When designing events, we strive to ensure that all of the necessary data for the consumer is included within an event. However, data does not exist in isolation, and it may not be possible to reasonably contain the necessary context of a complex system inside of a single event.
Relational databases often use some degree of normalization in the creation of their data models, whereas document databases often lean toward a more denormalized format. We can draw some inspiration from these domains in our evaluation of the degree of denormalization suitable for event streams. This module looks at the trade-offs between normalization and denormalization of the event data model.
Normalized tables often lead to normalized event streams. One common reason for this is that many people often start their event-driven journey with Connectors that pull data directly in from the database and into a mirrored set of event streams. This approach is not ideal as it creates strong coupling between the internal database tables and the external event streams.

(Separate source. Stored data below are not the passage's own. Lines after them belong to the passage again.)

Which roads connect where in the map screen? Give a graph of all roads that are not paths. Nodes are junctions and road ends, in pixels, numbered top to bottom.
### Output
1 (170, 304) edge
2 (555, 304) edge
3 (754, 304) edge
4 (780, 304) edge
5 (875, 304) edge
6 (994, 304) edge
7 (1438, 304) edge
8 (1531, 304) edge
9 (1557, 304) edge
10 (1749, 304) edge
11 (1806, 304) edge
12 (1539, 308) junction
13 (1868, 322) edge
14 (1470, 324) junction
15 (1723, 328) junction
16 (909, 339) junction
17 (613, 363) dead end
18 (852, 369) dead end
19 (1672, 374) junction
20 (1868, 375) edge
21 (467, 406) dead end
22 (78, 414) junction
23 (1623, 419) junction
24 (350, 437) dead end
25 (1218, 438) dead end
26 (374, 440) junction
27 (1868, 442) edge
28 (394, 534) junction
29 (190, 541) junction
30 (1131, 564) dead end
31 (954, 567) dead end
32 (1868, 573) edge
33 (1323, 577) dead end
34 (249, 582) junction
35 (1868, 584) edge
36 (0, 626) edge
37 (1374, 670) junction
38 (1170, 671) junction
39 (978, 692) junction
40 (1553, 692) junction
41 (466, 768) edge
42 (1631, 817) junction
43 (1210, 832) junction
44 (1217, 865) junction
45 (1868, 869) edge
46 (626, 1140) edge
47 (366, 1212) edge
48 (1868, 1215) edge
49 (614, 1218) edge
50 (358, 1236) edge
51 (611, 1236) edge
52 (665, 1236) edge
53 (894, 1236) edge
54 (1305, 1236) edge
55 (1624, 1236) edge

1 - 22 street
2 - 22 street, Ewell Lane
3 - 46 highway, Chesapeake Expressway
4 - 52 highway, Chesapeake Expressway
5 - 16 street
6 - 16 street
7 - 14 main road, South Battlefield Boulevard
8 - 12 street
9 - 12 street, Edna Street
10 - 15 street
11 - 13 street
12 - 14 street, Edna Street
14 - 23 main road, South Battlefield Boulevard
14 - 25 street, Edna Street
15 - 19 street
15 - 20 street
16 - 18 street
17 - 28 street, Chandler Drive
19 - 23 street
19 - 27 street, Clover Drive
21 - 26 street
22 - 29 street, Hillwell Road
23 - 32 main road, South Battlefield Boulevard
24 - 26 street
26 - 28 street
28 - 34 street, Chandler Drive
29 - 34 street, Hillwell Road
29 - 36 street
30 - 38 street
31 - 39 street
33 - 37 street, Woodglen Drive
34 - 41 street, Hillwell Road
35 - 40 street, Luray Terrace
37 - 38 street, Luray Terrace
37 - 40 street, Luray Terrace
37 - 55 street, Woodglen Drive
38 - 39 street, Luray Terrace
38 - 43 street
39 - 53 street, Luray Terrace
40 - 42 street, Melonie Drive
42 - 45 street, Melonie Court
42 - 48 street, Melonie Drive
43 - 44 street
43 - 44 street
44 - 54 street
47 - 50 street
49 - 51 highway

Let’s take a look at something more concrete. Here’s a simple data model that would translate well to a relational database. This model is revisited a few times over the remainder of the course.
An Item has a unique primary key, as well as some details about the name, price, and description. It also has a related Brand, as well as a related Tax Status.
Both the Brand and Tax Status tables are related to the item table by a foreign-key relationship. Though we only have one item in the Item table__, you can imagine that there may be thousands or millions of items, and that many of those items will have the same brand and tax status properties.
One common use case is to set up a connector for each table, pulling the data out of the table, composing it into events, and writing it to a dedicated event stream.
Highly normalized tables are often exposed as-is via a connector, leading to highly normalized event streams. While this is an easy way to quickly get started, it has significant impacts on how your consumers can use the data. They may find it difficult to use the data—for instance, if they want to treat Items differently based on brand name, or if they need to address tax statuses in their processing. While performing joins to resolve the relationships is possible, it’s more challenging in streaming than it is within a relational database.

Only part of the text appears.